Out of respect for Sacconaghi, whom I think of as one of Wall Street's smartest sell-side analysts, I dug out the source of the soundbite, a CNBC interview given just hours before Apple released its fiscal Q4 2015 results.
It's a good interview, maybe even an important one, well worth an investment of four minutes if you like this kind of thing. The quote, it turns out, originated with the host, who fed it to his guest. But Sacconaghi rose to it like a trout to a fly. He'd already said worse, describing Apple as entering "growth purgatory."

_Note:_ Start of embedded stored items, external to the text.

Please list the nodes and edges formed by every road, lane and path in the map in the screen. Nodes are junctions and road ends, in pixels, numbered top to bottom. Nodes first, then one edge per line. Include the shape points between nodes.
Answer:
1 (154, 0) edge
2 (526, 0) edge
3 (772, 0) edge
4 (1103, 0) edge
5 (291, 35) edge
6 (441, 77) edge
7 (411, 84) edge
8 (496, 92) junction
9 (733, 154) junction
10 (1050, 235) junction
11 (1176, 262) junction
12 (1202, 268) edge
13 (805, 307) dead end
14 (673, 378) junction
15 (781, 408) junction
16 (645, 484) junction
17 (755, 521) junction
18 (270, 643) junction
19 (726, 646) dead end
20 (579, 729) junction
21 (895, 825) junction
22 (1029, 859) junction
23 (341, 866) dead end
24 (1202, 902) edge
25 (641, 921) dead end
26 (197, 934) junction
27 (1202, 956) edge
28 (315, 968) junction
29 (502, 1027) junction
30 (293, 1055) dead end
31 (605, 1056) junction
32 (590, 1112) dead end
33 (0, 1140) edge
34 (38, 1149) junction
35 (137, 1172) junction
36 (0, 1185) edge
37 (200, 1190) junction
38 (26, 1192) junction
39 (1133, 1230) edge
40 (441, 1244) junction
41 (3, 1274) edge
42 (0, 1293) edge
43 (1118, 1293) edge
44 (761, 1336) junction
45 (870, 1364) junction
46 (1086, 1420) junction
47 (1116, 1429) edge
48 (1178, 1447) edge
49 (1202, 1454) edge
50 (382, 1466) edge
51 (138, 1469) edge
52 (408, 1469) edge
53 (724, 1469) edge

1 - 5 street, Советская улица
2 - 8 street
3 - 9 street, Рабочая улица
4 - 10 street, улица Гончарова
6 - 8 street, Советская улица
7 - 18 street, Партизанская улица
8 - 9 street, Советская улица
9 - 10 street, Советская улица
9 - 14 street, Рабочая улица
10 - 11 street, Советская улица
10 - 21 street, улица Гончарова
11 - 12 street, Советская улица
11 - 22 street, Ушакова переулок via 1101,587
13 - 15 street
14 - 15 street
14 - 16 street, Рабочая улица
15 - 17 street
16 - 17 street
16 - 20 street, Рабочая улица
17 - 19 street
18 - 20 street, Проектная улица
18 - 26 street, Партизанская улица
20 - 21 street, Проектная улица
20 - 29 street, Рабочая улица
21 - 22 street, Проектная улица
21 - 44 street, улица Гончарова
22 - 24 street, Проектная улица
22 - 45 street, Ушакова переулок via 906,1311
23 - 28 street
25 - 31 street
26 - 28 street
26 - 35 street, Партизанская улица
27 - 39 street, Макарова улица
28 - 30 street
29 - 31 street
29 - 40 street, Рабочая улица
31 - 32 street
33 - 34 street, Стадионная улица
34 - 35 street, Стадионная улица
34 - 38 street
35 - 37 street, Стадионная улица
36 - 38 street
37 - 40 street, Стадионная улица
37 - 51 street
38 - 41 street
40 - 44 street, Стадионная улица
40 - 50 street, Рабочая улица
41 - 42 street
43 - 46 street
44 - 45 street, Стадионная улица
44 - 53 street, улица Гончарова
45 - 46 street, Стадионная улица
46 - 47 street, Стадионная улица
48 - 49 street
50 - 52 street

Here's the thing. He's talking about Apple the stock, not Apple the company. He was asked "Why hasn't this stock performed better?" and he was trying to get viewers to see it from the buy side's perspective.
Sacconaghi's own view is that the stock is undervalued. From Tuesday's note to clients:
"We continue to believe that AAPL is an inexpensive stock, and that the iPhone will grow in FY 17. Moreover, we note that AAPL has traditionally outperformed going into a new phone cycle and accordingly rate the stock Outperform, with a $135 price target."